前言
基于Android NDK开发之旅33--FFmpeg视频播放、Android NDK开发之旅35--FFmpeg+AudioTrack音频播放
这篇这两篇文章,我们对音频播放和视频播放有了基本了解。但是,要做到音视频同步播放要利用POSIX线程、队列等知识,这篇文章就来介绍音视频同步播放。
1.了解I,P,B帧和PTS,DTS基本概念:
I frame :帧内编码帧 又称intra picture,I 帧通常是每个 GOP(MPEG 所使用的一种视频压缩技术)的第一个帧,经过适度地压缩,做为随机访问的参考点,可以当成图象。I帧可以看成是一个图像经过压缩后的产物。

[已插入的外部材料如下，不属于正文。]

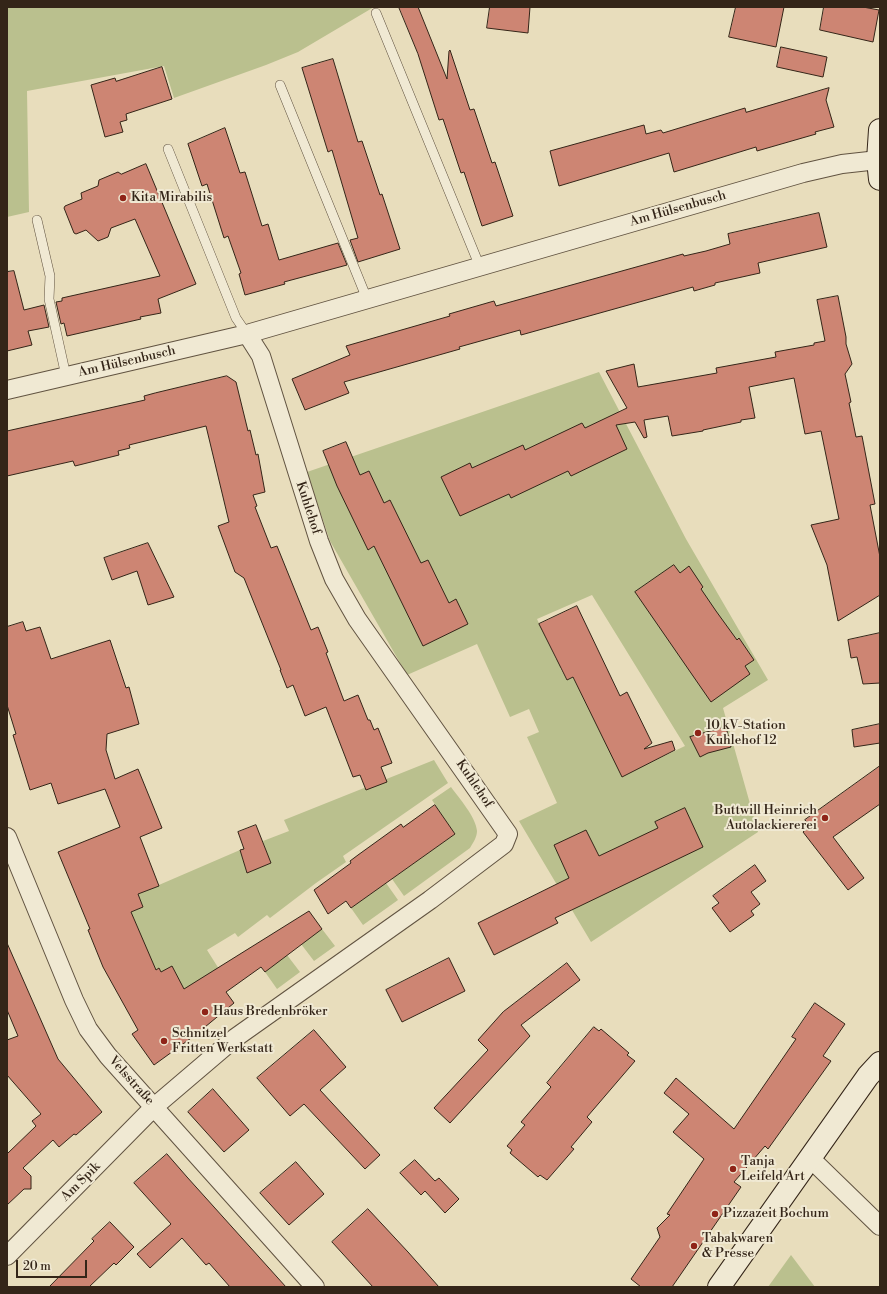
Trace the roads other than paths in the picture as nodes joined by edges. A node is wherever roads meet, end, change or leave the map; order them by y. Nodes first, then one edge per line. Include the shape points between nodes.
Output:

P frame: 前向预测编码帧 又称predictive-frame,通过充分将低于图像序列中前面已编码帧的时间冗余信息来压缩传输数据量的编码图像,也叫预测帧;
B frame: 双向预测内插编码帧 又称bi-directional interpolated prediction frame,既考虑与源图像序列前面已编码帧,也顾及源图像序列后面已编码帧之间的时间冗余信息来压缩传输数据量的编码图像,也叫双向预测帧;
PTS:Presentation Time Stamp。PTS主要用于度量解码后的视频帧什么时候被显示出来
DTS:Decode Time Stamp。DTS主要是标识读入内存中的bit流在什么时候开始送入解码器中进行解码。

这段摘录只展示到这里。